» **TASK TO CARRY OUT**
From start to end, write out the following data exactly, apart from its images.

» **DATA EXTRACT**

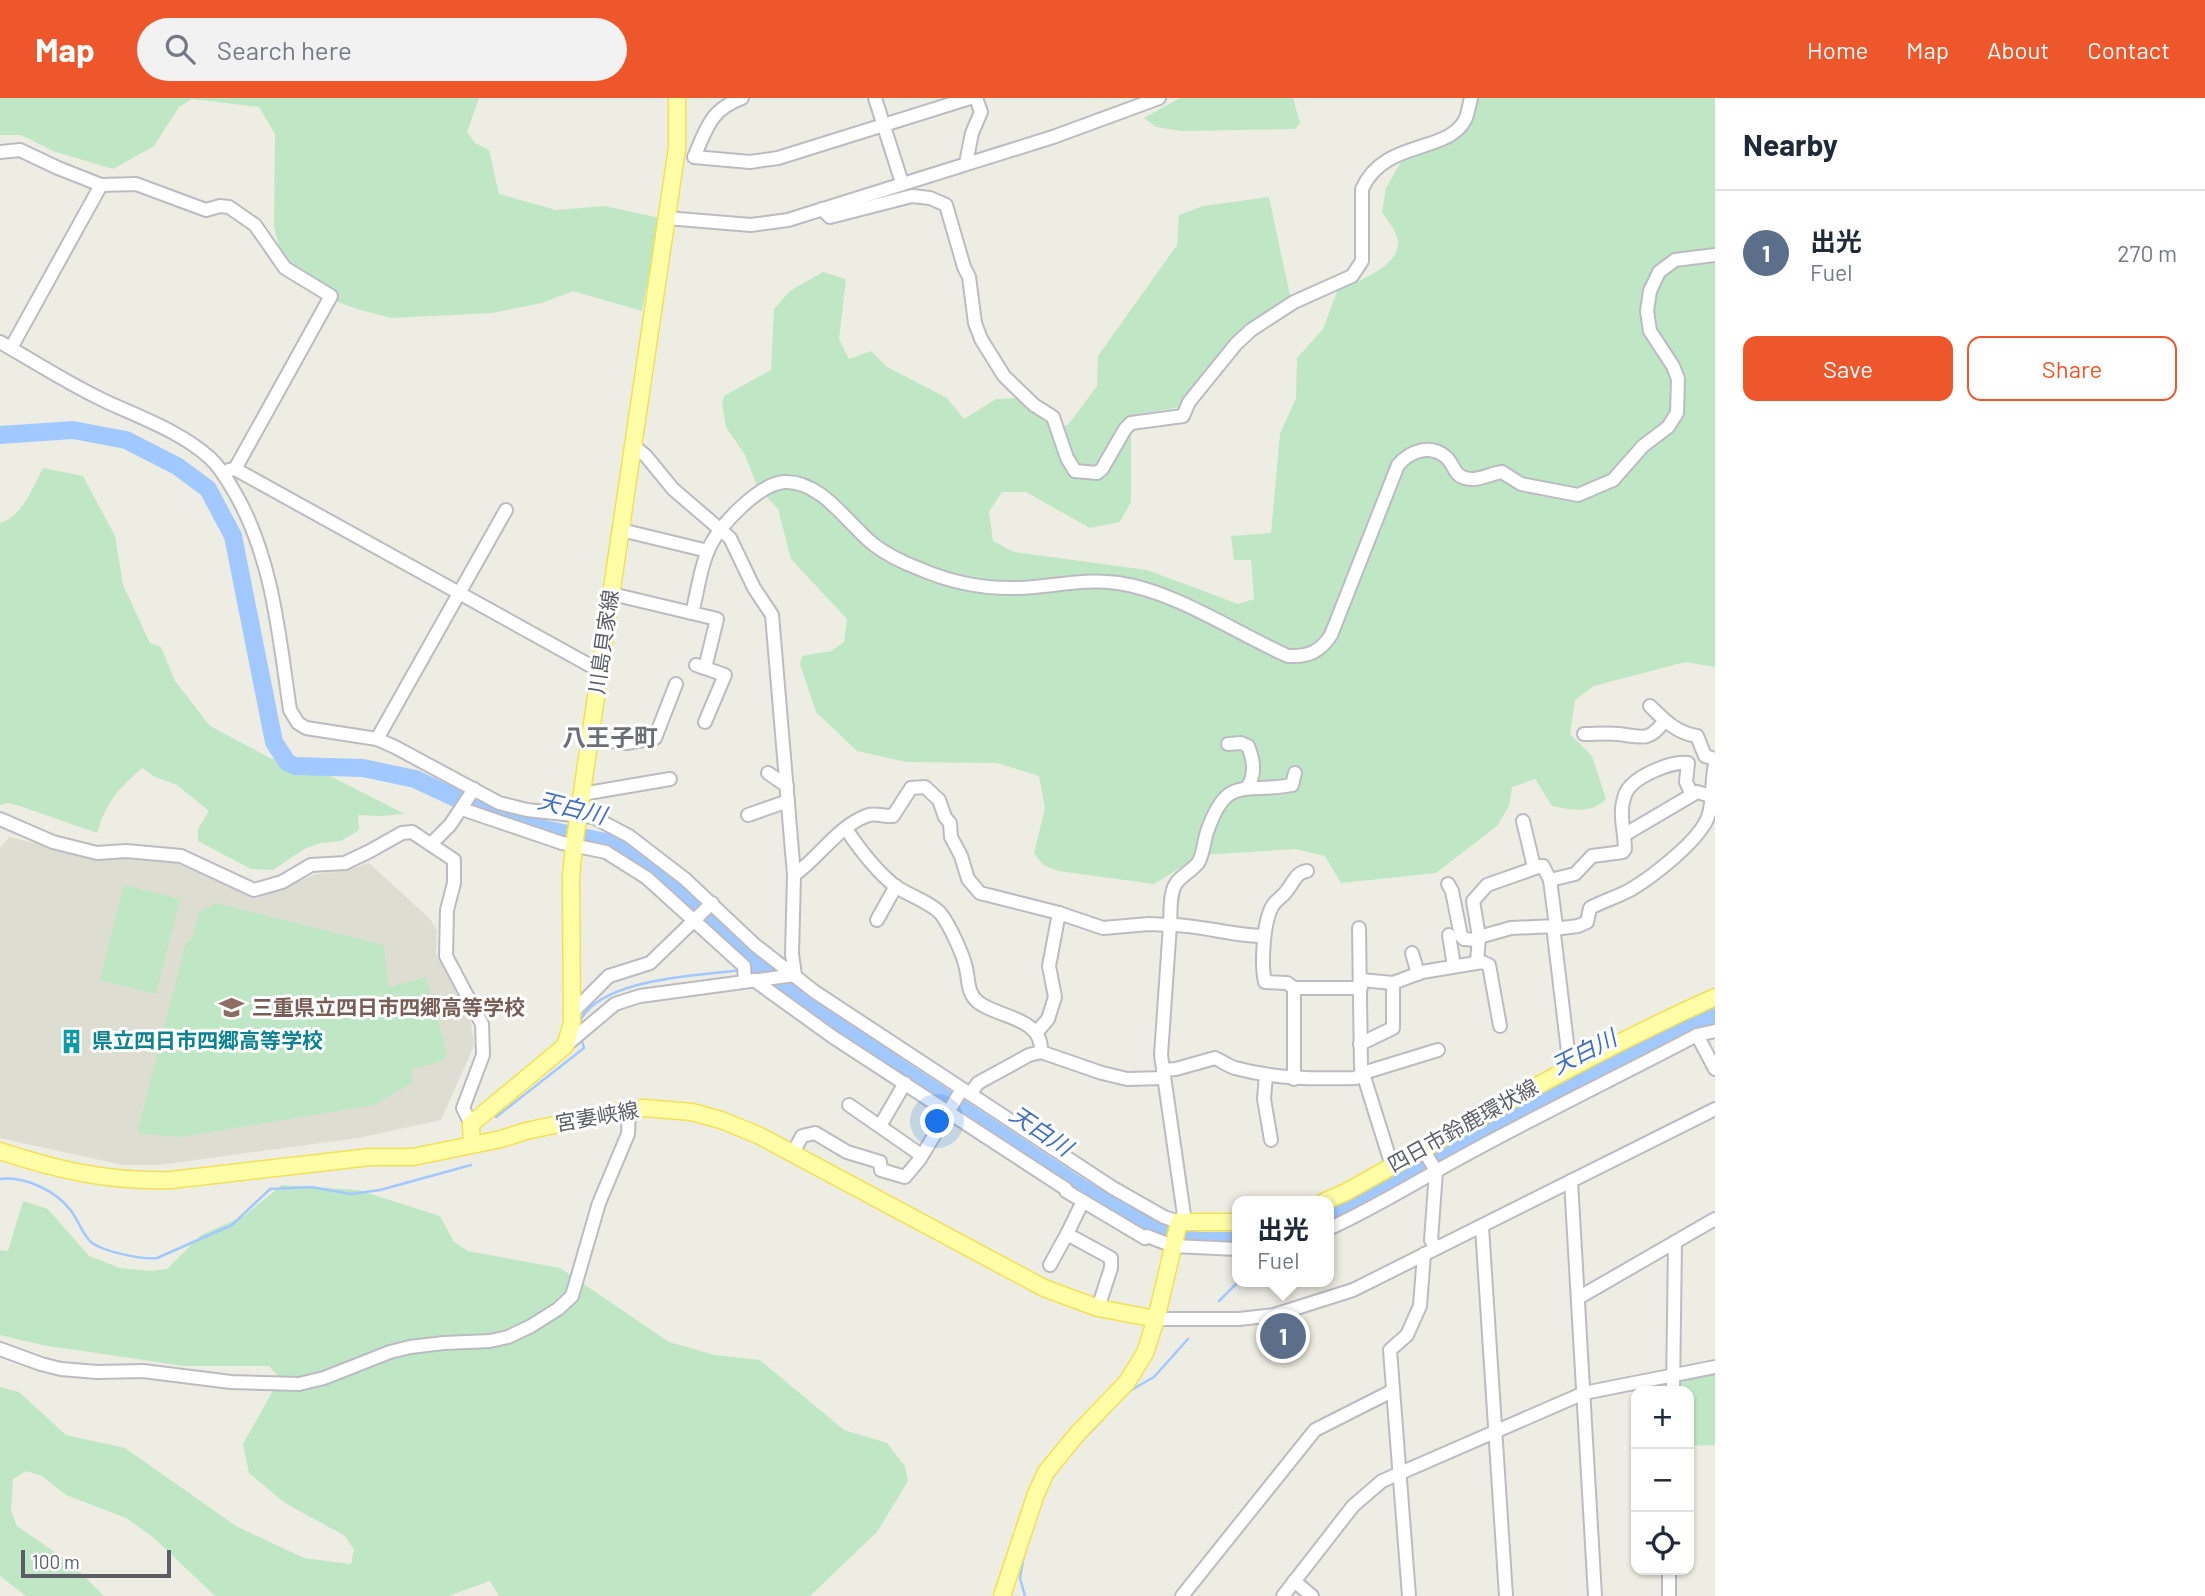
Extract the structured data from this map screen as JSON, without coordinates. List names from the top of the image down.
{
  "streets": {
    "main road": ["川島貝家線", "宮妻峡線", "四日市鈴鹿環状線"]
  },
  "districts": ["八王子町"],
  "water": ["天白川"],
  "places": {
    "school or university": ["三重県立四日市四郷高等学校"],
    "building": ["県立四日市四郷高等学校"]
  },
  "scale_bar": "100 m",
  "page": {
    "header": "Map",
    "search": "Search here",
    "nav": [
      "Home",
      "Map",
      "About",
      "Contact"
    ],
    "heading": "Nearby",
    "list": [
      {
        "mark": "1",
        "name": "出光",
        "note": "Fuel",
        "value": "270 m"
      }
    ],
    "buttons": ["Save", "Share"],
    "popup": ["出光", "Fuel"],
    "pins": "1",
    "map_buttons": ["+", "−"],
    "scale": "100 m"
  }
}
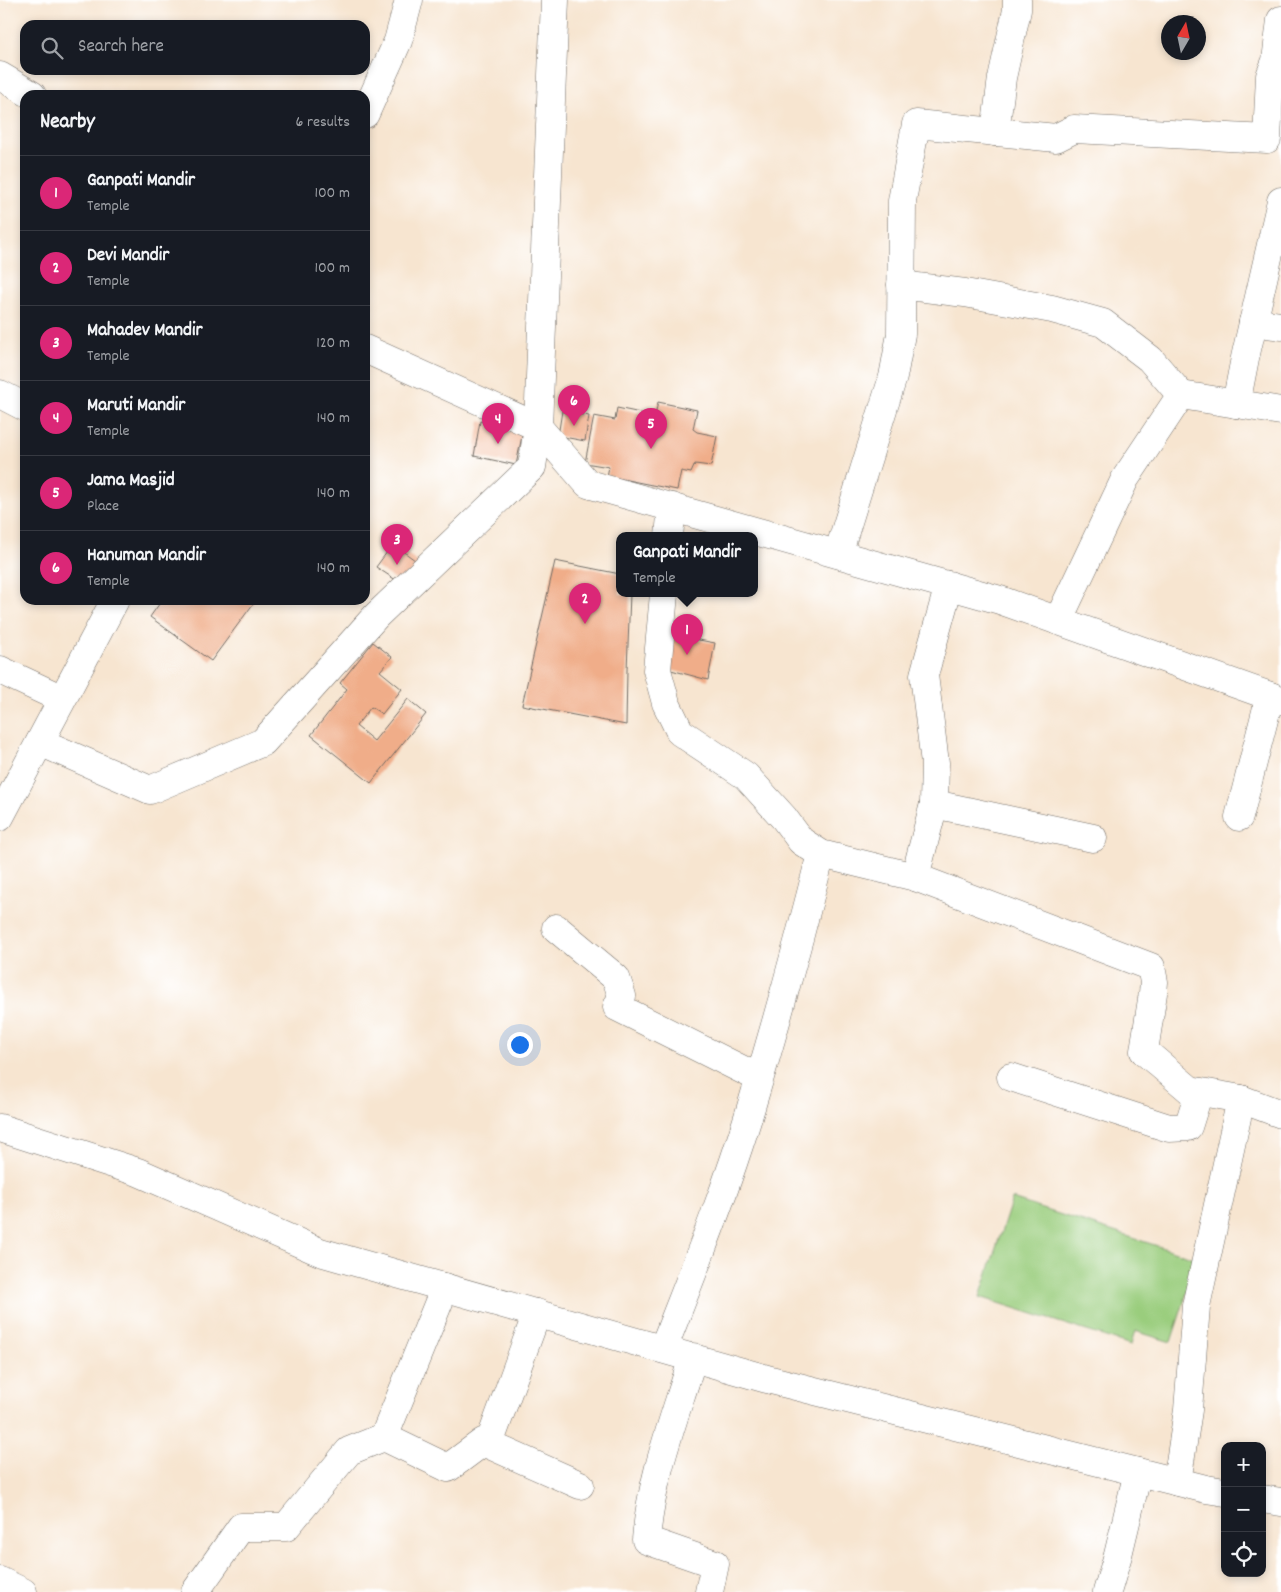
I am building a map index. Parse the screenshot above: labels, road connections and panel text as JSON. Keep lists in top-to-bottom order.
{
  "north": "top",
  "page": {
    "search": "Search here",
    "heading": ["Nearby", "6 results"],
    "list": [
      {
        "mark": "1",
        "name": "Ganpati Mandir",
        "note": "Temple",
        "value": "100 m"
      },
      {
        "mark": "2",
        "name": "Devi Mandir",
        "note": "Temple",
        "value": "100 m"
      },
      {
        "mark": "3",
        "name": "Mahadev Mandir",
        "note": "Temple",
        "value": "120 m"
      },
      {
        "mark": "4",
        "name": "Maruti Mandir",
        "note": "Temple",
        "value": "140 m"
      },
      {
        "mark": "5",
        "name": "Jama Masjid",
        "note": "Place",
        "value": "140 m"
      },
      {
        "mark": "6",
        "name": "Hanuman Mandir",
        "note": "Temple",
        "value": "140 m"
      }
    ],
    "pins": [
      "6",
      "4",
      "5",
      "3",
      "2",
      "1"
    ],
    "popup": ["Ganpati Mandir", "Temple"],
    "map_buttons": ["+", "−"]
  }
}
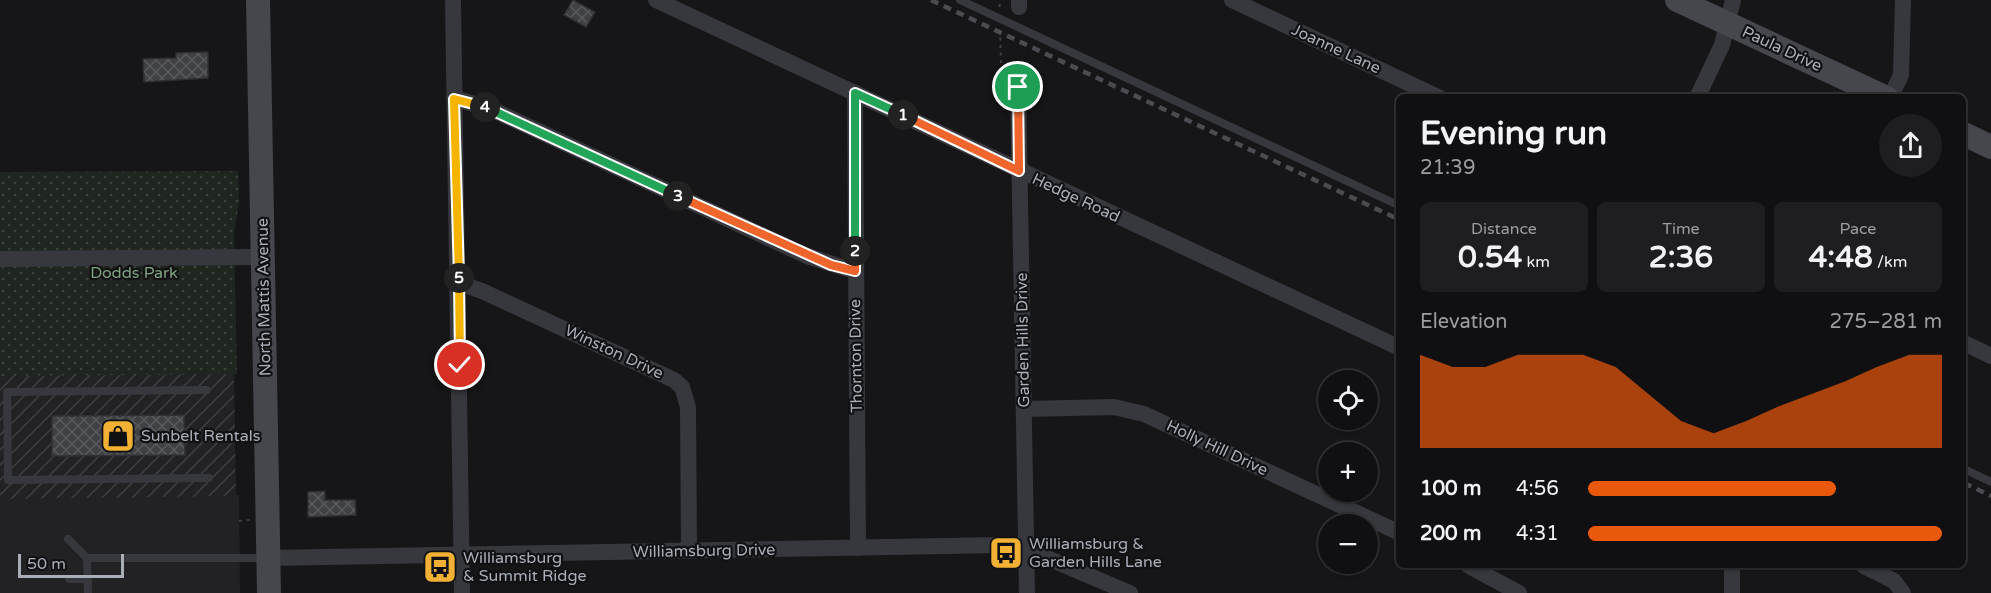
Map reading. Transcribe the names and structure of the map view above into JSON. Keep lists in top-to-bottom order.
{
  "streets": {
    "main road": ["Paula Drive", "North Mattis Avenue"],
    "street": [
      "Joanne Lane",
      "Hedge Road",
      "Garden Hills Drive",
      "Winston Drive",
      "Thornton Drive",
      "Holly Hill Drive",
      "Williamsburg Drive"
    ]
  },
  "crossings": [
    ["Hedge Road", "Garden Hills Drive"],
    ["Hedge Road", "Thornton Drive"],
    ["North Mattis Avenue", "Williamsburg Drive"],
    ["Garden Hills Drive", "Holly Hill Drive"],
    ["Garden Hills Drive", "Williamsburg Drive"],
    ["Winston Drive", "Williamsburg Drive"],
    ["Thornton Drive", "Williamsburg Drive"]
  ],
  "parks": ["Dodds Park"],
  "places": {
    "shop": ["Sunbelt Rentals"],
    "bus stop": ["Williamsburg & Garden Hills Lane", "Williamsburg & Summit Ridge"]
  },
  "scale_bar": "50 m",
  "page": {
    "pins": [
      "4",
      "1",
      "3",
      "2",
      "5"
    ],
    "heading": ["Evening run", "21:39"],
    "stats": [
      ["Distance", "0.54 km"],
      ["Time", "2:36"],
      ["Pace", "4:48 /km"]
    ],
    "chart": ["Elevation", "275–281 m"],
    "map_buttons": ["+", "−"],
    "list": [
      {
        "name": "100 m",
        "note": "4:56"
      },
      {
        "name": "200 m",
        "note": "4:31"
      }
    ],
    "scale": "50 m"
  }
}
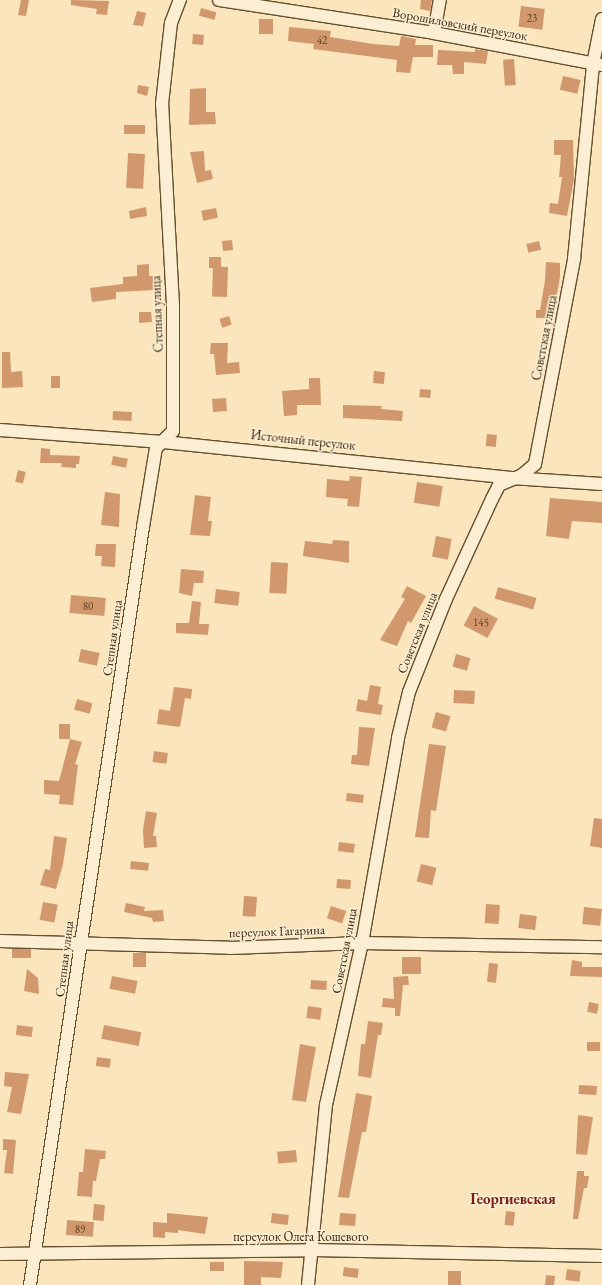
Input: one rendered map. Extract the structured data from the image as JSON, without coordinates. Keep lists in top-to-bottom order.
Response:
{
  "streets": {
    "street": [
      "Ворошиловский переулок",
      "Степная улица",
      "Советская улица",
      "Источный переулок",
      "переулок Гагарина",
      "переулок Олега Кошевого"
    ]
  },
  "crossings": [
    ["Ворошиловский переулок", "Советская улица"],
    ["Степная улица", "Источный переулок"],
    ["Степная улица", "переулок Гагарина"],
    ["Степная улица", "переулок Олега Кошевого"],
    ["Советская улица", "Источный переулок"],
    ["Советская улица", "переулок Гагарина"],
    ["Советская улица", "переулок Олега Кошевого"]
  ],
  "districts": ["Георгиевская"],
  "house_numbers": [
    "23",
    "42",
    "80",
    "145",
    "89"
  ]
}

» **ANSWER TO THIS PROBLEM**
Extract the structured data from this map screen as JSON, without coordinates. List names from the top of the image down.
{
  "streets": {
    "main road": ["川島貝家線", "宮妻峡線", "四日市鈴鹿環状線"]
  },
  "districts": ["八王子町"],
  "water": ["天白川"],
  "places": {
    "school or university": ["三重県立四日市四郷高等学校"],
    "building": ["県立四日市四郷高等学校"]
  },
  "scale_bar": "100 m",
  "page": {
    "header": "Map",
    "search": "Search here",
    "nav": [
      "Home",
      "Map",
      "About",
      "Contact"
    ],
    "heading": "Nearby",
    "list": [
      {
        "mark": "1",
        "name": "出光",
        "note": "Fuel",
        "value": "270 m"
      }
    ],
    "buttons": ["Save", "Share"],
    "popup": ["出光", "Fuel"],
    "pins": "1",
    "map_buttons": ["+", "−"],
    "scale": "100 m"
  }
}
I am building a map index. Parse the screenshot above: labels, road connections and panel text as JSON. Keep lists in top-to-bottom order.
{
  "north": "top",
  "page": {
    "search": "Search here",
    "heading": ["Nearby", "6 results"],
    "list": [
      {
        "mark": "1",
        "name": "Ganpati Mandir",
        "note": "Temple",
        "value": "100 m"
      },
      {
        "mark": "2",
        "name": "Devi Mandir",
        "note": "Temple",
        "value": "100 m"
      },
      {
        "mark": "3",
        "name": "Mahadev Mandir",
        "note": "Temple",
        "value": "120 m"
      },
      {
        "mark": "4",
        "name": "Maruti Mandir",
        "note": "Temple",
        "value": "140 m"
      },
      {
        "mark": "5",
        "name": "Jama Masjid",
        "note": "Place",
        "value": "140 m"
      },
      {
        "mark": "6",
        "name": "Hanuman Mandir",
        "note": "Temple",
        "value": "140 m"
      }
    ],
    "pins": [
      "6",
      "4",
      "5",
      "3",
      "2",
      "1"
    ],
    "popup": ["Ganpati Mandir", "Temple"],
    "map_buttons": ["+", "−"]
  }
}
Map reading. Transcribe the names and structure of the map view above into JSON. Keep lists in top-to-bottom order.
{
  "streets": {
    "main road": ["Paula Drive", "North Mattis Avenue"],
    "street": [
      "Joanne Lane",
      "Hedge Road",
      "Garden Hills Drive",
      "Winston Drive",
      "Thornton Drive",
      "Holly Hill Drive",
      "Williamsburg Drive"
    ]
  },
  "crossings": [
    ["Hedge Road", "Garden Hills Drive"],
    ["Hedge Road", "Thornton Drive"],
    ["North Mattis Avenue", "Williamsburg Drive"],
    ["Garden Hills Drive", "Holly Hill Drive"],
    ["Garden Hills Drive", "Williamsburg Drive"],
    ["Winston Drive", "Williamsburg Drive"],
    ["Thornton Drive", "Williamsburg Drive"]
  ],
  "parks": ["Dodds Park"],
  "places": {
    "shop": ["Sunbelt Rentals"],
    "bus stop": ["Williamsburg & Garden Hills Lane", "Williamsburg & Summit Ridge"]
  },
  "scale_bar": "50 m",
  "page": {
    "pins": [
      "4",
      "1",
      "3",
      "2",
      "5"
    ],
    "heading": ["Evening run", "21:39"],
    "stats": [
      ["Distance", "0.54 km"],
      ["Time", "2:36"],
      ["Pace", "4:48 /km"]
    ],
    "chart": ["Elevation", "275–281 m"],
    "map_buttons": ["+", "−"],
    "list": [
      {
        "name": "100 m",
        "note": "4:56"
      },
      {
        "name": "200 m",
        "note": "4:31"
      }
    ],
    "scale": "50 m"
  }
}
Input: one rendered map. Extract the structured data from the image as JSON, without coordinates. Keep lists in top-to-bottom order.
Response:
{
  "streets": {
    "street": [
      "Ворошиловский переулок",
      "Степная улица",
      "Советская улица",
      "Источный переулок",
      "переулок Гагарина",
      "переулок Олега Кошевого"
    ]
  },
  "crossings": [
    ["Ворошиловский переулок", "Советская улица"],
    ["Степная улица", "Источный переулок"],
    ["Степная улица", "переулок Гагарина"],
    ["Степная улица", "переулок Олега Кошевого"],
    ["Советская улица", "Источный переулок"],
    ["Советская улица", "переулок Гагарина"],
    ["Советская улица", "переулок Олега Кошевого"]
  ],
  "districts": ["Георгиевская"],
  "house_numbers": [
    "23",
    "42",
    "80",
    "145",
    "89"
  ]
}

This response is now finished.